Conversation
Notices
-
:hacker_f::hacker_s::hacker_e:
It's up again. Didn't reboot the box to try out the new kernel (with the hotplug to disable the bad stick in software) over the weekend because dog, will do it this weekend, or just drive down there, shut it down, and pop the bad stick.
- and † top dog :pedomustdie: like this.
-
Okay, are we alive?
If we stay alive, it is because the shit I guessed was correct. Got I/O errors attempting to use memory hotplug. The memory failure subsystem (/usr/src/linux-*/Documentation/ABI/testing/sysfs-memory-page-offline) worked, but I'm not entirely certain I got the addresses right; often, mcelog and dmesg and /sys have different opinions on what an address is. But no MCEs, no problems, everything seems fine, and the VM hasn't had an aneurysm yet, so I guess it's cool.

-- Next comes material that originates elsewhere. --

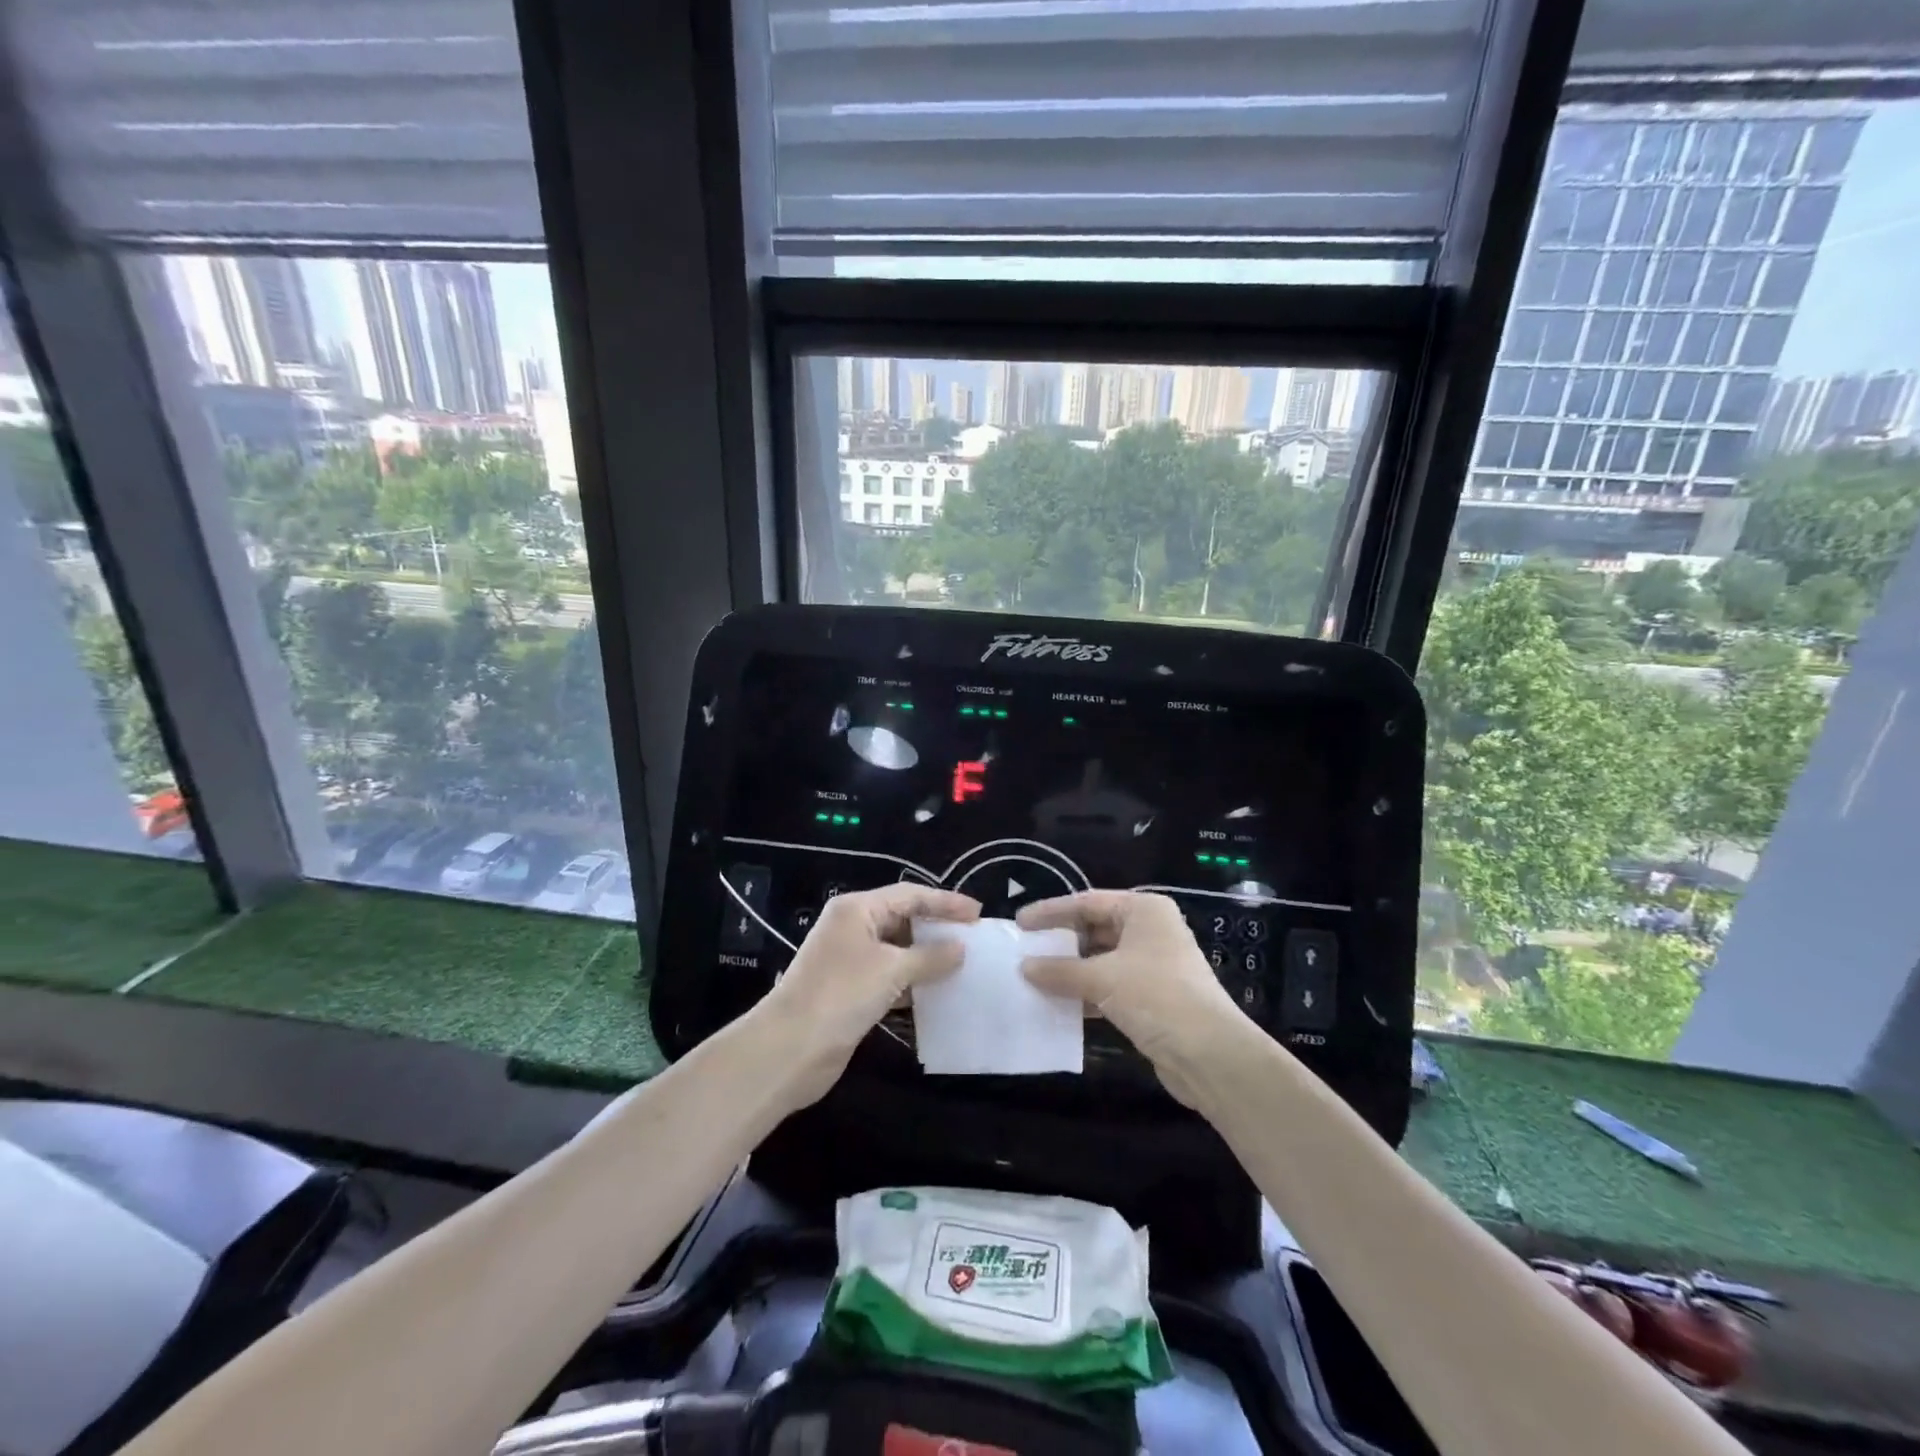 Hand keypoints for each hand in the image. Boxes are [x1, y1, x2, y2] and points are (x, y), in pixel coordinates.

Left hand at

I look forward to forgetting what I typed that fixed it by the next time something retarded happens and the machine reboots.
-
Gonna just pop the stick in bank 18 ("B7") over the weekend. Gonna be a weird week for FSE. :bofh:
-
Then it bounces twice. Working right now, will probably boot the machine to try the new kernel anyway if it's gonna be this much of a pain in the ass.
-
Basically when it crashed, it said "Memory failure: 0xfca3a4: already hardware poisoned". I don't know what would make the kernel hand that memory to a process if it's already poisoned.
Anyway, reasonable idea would be to just pop the bad stick instead of trying to hack around it in software.